E seguindo aquilo que em casos similares, internacionalmente se nominava de curva de maturação, até que receitas superem despesas, produtos começaram a aparecer, como por exemplo o chip do passaporte, encomendado pela Casa da Moeda do governo federal. Mas quando, fisicamente, ele estava pronto e com certificado global e a fábrica preparada para iniciar a produção, a encomenda foi interrompida e cancelada, com alegadas razões que não se sabe bem até hoje quais, de fato, foram. Logo quando estudos técnicos apontavam que, executada a encomenda, se teria um superavit de R$ 13 milhões para o ano de 2024.

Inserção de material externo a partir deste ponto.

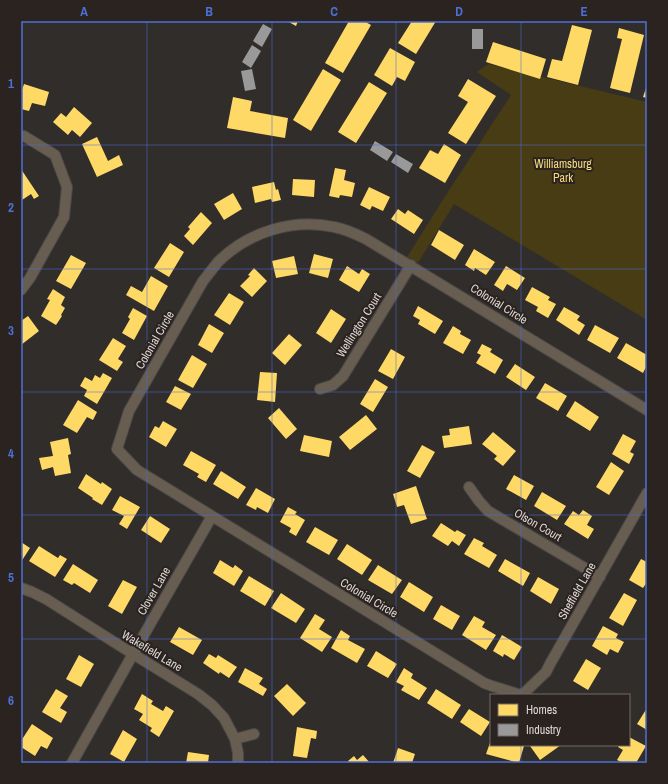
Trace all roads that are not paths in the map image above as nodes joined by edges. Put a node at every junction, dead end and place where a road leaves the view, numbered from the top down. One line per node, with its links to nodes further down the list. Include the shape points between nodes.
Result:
1 (21, 136): 3 (street, via 54,155 67,187 64,217)
2 (411, 265): 4 (street, Wellington Court, via 343,376 333,385); 5 (street, Colonial Circle); 8 (street, Colonial Circle, via 351,232 315,224 296,224 261,233 235,248 218,262 203,281 129,411 117,449 137,470)
3 (21, 290)
4 (320, 389)
5 (647, 410)
6 (469, 487): 9 (street, Olson Court, via 488,511)
7 (647, 493): 9 (street, Sheffield Lane)
8 (212, 516): 11 (street, Clover Lane); 12 (street, Colonial Circle, via 484,683)
9 (600, 577): 13 (street, Sheffield Lane, via 546,672)
10 (21, 588): 11 (street, Wakefield Lane, via 46,600)
11 (133, 654): 15 (street, Wakefield Lane, via 212,705 224,718); 16 (street, Clover Lane)
12 (518, 694)
13 (522, 694)
14 (254, 734): 15 (street)
15 (235, 739): 17 (street, Wakefield Lane)
16 (72, 763)
17 (238, 763)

De outra parte no mundo, no terrível quadro da pandemia da covid- 9, aconteceu falta de chips em escala planetária. Tal foi a magnitude do fato de que os Estados Unidos estabeleceram vultosos subsídios públicos para ter novamente fábricas em território americano. Fundamentalmente para diminuírem a dependência dos países do leste asiático, que dominam hoje mais de 80% da produção mundial.
Incompreensivelmente nesse contexto mundial, o governo brasileiro publicou no Diário Oficial da União, o Decreto nº 10.578/2020, de liquidação da Ceitec. Em base a um expedito fluxo de caixa autorreferido no Programa de Parcerias e Investimentos (PPI), que não guardou nenhuma relação com o Relatório de Atendimento de Metas e Resultados 2019 e outros instrumentos, emitidos periodicamente pelo MCTI. Contrário sensu aos países centrais, que neste momento buscam desesperadamente instalar esses modelos de fábricas em seus territórios.
Hoje, o processo de liquidação encontra-se no Tribunal de Contas da União, que já apontou irregularidades. Portanto, ou o órgão de contas decide pela retirada da Ceitec do PPI, ou um novo governo terá a inexorável responsabilidade de preservar a única fabricante de chips na América Latina, como um dever soberano e de segurança da nação.
Só assim o Brasil terá inserção tecnológica soberana na estratégia geopolítica mundial, consolidando sua posição no seleto grupo de países produtores de chips e ainda enfrentando o enorme desequilíbrio da balança comercial brasileira em dispositivos para a indústria eletroeletrônica.